"Is she not a relative of Lady Chillington?" I asked.
"No, not a relative," answered Dance. "You must try to love her a great deal, my dear Miss Janet; for if angels are ever allowed to visit this vile earth, Sister Agnes is one of them. But there goes her ladyship's bell. She is ready to receive you."
I had washed away the stains of travel, and had put on my best frock, and Dance was pleased to say that I looked very nice, "though, perhaps, a trifle more old-fashioned than a girl of your age ought to look." Then she laid down a few rules for my guidance when in the presence of Lady Chillington, and led the way to the Green Saloon, I following with a timorous heart.
Dance flung open the folding-doors of the big room. "Miss Janet Hope to see your ladyship," she called out; and next moment the doors closed behind me, and I was left standing there alone.
"Come nearer—come nearer," said her ladyship's cracked voice, as with a long, lean hand she beckoned me to approach.
I advanced slowly up the room, stopped and curtsied. Lady Chillington pointed out a high footstool about three yards from her chair. I curtsied again, and sat down on it. During the interview that followed my quick eyes had ample opportunity for taking a mental inventory of Lady Chillington and her surroundings.
She had exchanged the black dress in which I first saw her for one of green velvet, trimmed with ermine. This dress was made with short sleeves and low body, so as to leave exposed her ladyship's arms, long, lean and skinny, and her scraggy neck. Her nose was hooked and her chin pointed. Between the two shone a row of large white, even teeth, which long afterwards I knew to be artificial. Equally artificial was the mass of short black, frizzly curls that crowned her head, which was unburdened with cap or covering of any kind. Her eyebrows were dyed to match her hair. Her cheeks, even through the powder with which they were thickly smeared, showed two spots of brilliant red, which no one less ignorant than I would have accepted without question as the last genuine remains of the bloom of youth. But at that first interview I accepted everything au pied de la lettre, without doubt or question of any kind.
Her ladyship wore long earrings of filigree gold. Round her neck was a massive gold chain. On her fingers sparkled several rings of price—diamonds, rubies and opals. In figure her ladyship was tall, and upright as a dart. She was, however, slightly lame of one foot, which necessitated the use of a cane when walking. Lady Chillington's cane was ivory-headed, and had a gold plate let into it, on which was engraved her crest and initials. She was seated in an elaborately-carved high-backed chair, near a table on which were the remains of a dessert for one person.
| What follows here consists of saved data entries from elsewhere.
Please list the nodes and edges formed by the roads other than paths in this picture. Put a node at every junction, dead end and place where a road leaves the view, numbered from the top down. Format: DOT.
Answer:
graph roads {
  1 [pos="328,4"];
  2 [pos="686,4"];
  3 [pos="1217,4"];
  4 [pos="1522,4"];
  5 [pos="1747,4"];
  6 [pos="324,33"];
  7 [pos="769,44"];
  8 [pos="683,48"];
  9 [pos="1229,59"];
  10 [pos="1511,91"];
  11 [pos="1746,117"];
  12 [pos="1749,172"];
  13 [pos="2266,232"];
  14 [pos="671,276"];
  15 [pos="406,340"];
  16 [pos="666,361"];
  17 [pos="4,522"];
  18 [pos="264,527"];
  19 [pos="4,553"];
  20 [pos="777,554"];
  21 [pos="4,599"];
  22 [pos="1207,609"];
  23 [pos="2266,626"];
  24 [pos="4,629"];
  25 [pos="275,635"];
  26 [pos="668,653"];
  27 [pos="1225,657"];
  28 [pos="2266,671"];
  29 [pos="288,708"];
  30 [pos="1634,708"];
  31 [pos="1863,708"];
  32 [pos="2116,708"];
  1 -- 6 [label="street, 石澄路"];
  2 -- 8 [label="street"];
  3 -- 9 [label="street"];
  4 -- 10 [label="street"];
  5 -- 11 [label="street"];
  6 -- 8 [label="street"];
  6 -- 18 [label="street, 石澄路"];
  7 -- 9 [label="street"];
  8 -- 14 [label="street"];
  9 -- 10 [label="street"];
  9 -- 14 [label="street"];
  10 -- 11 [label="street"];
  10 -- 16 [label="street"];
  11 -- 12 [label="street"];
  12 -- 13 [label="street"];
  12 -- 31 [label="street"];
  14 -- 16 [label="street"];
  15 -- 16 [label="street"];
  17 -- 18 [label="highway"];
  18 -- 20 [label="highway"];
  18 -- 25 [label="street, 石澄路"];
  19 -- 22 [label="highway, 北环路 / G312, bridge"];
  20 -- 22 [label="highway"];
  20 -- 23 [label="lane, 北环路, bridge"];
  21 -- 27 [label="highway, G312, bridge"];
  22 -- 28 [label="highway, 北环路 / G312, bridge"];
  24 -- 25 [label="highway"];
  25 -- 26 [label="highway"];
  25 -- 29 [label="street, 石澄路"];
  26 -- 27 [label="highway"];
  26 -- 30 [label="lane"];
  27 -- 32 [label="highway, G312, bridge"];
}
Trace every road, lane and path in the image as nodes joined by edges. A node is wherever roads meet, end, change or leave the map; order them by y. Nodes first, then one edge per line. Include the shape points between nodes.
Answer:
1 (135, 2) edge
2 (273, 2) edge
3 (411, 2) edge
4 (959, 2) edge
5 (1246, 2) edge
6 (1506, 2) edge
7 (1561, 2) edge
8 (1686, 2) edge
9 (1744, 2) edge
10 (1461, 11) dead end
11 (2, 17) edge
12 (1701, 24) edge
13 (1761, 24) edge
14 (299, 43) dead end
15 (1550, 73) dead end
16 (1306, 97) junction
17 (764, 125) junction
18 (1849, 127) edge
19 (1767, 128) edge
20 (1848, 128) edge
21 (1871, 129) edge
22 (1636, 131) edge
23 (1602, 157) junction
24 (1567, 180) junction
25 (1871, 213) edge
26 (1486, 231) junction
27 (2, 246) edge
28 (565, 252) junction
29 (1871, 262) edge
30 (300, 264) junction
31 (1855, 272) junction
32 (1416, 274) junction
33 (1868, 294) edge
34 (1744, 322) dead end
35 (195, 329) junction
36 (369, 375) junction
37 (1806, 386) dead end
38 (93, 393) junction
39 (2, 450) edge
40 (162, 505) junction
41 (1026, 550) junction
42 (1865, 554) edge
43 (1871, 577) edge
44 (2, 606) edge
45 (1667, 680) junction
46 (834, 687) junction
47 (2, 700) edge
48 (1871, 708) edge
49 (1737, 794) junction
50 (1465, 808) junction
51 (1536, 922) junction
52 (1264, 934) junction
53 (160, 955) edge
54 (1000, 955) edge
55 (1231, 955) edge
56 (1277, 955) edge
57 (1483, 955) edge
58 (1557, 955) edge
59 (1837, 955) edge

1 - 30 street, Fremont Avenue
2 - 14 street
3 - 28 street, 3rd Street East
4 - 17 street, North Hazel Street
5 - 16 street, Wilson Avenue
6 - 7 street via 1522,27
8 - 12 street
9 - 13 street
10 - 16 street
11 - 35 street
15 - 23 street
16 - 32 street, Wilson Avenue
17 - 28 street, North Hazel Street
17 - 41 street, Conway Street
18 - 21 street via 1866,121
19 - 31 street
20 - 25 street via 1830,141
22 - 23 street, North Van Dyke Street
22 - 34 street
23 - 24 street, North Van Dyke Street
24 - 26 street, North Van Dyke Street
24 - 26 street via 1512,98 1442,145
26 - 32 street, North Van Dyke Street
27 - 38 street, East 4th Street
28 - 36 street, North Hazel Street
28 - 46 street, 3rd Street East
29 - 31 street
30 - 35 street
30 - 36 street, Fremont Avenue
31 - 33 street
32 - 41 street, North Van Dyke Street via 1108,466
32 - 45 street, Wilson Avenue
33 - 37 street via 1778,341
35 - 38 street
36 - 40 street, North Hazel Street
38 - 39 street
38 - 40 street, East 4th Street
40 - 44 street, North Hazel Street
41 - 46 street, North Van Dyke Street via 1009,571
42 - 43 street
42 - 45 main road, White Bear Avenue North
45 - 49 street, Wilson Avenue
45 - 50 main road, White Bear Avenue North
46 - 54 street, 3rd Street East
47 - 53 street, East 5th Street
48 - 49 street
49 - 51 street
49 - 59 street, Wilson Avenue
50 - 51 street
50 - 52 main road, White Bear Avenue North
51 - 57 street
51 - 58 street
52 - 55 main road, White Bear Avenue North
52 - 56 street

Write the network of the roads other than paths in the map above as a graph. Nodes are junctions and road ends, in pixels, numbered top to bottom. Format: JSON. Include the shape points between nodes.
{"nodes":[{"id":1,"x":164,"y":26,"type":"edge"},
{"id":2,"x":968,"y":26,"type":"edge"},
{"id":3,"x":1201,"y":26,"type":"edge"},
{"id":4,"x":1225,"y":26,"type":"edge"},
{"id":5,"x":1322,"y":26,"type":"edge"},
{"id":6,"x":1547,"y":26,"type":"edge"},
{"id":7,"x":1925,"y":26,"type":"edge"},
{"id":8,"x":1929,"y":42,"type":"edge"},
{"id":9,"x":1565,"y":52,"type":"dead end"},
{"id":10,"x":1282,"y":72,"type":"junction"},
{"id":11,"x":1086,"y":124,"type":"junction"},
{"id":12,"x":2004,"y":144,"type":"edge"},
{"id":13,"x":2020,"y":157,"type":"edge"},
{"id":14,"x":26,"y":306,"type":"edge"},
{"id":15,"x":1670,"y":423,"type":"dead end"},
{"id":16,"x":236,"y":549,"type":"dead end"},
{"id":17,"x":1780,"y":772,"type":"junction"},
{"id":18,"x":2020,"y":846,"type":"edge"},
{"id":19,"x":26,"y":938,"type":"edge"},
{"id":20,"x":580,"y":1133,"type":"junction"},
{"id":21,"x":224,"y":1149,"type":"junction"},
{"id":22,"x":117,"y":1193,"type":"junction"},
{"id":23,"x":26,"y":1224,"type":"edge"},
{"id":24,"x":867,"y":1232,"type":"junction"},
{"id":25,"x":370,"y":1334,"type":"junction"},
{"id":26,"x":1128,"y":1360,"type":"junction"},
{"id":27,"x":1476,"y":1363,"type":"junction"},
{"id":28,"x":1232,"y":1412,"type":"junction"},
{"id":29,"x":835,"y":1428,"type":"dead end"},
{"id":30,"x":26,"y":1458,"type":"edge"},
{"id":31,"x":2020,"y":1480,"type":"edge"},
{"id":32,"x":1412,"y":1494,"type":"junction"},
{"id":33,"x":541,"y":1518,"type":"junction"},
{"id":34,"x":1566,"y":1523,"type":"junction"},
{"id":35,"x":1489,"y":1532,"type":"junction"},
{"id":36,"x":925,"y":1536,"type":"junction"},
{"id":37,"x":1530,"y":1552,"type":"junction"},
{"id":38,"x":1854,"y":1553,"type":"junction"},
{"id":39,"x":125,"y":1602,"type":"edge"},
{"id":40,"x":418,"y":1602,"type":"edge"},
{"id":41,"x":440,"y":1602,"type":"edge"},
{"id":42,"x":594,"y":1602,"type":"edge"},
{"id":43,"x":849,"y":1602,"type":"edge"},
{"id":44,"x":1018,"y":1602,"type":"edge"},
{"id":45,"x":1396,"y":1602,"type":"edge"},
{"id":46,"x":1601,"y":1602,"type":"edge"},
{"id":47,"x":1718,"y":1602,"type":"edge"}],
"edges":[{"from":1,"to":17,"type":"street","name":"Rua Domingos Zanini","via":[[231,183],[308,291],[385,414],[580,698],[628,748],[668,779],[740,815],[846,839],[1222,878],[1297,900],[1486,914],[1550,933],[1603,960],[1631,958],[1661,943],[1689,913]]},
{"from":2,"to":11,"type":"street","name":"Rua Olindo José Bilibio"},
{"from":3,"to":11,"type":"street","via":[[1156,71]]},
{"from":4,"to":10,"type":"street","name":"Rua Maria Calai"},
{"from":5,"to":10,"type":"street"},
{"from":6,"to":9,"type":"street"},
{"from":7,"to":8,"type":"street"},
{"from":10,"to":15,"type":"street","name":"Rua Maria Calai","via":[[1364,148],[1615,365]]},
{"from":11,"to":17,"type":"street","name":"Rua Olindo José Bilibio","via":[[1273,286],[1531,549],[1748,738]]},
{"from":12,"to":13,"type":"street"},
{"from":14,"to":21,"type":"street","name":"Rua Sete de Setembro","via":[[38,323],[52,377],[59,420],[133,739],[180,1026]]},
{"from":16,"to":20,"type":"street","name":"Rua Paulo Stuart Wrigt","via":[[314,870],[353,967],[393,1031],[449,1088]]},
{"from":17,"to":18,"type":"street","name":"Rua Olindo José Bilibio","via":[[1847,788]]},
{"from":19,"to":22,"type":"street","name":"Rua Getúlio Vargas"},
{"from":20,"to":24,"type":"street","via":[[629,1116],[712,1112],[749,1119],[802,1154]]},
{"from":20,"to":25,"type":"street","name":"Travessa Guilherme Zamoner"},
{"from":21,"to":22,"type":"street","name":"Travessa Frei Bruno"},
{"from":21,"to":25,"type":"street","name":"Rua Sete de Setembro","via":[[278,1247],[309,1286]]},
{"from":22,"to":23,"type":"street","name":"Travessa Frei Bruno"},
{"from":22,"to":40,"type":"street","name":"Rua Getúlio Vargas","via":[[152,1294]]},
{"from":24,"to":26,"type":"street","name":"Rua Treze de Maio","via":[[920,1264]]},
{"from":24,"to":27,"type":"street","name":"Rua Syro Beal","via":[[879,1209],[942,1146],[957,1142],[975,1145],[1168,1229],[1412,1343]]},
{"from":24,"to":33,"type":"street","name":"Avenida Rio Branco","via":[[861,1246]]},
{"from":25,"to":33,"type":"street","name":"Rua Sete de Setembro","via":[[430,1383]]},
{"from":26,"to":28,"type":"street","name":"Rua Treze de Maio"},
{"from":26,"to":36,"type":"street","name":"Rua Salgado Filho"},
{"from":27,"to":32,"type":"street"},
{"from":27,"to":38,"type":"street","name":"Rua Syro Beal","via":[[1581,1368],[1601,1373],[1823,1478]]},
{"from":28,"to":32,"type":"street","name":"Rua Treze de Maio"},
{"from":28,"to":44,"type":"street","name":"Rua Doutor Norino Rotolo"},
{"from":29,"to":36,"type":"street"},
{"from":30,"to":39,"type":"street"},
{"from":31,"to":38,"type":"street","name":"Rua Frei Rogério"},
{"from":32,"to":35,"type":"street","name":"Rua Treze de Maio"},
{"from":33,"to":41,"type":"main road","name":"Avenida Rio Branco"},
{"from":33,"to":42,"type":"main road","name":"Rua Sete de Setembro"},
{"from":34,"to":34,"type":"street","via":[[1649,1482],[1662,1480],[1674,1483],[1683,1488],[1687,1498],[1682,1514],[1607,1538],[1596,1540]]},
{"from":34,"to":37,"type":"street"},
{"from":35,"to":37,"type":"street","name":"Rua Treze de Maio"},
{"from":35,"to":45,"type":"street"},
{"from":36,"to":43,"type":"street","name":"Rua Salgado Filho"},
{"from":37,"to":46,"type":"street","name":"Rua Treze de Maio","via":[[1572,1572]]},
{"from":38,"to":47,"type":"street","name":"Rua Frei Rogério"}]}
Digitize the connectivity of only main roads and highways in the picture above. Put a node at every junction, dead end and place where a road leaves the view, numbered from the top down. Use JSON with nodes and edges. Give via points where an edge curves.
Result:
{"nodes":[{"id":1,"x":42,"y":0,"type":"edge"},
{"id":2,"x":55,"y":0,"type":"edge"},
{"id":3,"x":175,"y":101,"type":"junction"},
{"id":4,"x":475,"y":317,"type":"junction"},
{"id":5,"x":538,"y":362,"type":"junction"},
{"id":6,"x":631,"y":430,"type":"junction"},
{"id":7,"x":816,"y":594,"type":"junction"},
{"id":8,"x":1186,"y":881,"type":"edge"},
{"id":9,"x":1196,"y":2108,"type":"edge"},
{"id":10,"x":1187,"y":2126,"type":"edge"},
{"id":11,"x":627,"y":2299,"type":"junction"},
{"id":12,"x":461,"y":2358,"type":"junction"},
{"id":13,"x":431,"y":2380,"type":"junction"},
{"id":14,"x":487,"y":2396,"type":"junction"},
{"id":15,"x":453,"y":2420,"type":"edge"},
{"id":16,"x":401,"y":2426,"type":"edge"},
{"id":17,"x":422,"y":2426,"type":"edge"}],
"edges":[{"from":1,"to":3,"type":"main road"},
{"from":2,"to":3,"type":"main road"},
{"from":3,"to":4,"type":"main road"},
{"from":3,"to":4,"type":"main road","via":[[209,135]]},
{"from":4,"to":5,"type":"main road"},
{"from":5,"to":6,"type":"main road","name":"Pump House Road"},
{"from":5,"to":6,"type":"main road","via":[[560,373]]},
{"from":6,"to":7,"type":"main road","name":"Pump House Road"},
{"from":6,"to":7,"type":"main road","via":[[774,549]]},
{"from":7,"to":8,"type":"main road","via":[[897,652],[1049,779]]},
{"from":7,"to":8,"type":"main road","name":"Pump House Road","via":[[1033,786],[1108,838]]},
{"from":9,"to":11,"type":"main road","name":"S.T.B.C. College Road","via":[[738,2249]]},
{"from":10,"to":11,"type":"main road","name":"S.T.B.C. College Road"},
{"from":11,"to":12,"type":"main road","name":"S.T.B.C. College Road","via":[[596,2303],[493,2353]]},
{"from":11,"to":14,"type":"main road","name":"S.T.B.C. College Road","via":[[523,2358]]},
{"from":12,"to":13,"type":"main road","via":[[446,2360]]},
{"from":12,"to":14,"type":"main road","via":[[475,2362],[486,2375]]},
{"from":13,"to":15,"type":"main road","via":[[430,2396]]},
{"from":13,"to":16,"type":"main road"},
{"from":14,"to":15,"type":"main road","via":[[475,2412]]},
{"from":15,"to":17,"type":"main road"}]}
The Green Saloon was a large gloomy room; at least it looked gloomy as I saw it for the first time, lighted up by four wax candles where twenty were needed. These four candles being placed close by where Lady Chillington was sitting, left the other end of the saloon in comparative darkness. The furniture was heavy, formal and old-fashioned. Gloomy portraits of dead and gone Chillingtons lined the green walls, and this might be the reason why there always seemed to me a slight graveyard flavour—scarcely perceptible, but none the less surely there—about this room which caused me to shudder involuntarily whenever I crossed its threshold.
Lady Chillington's black eyes—large, cold and steady as Juno's own—had been bent upon me all this time, measuring me from head to foot with what I felt to be a slightly contemptuous scrutiny.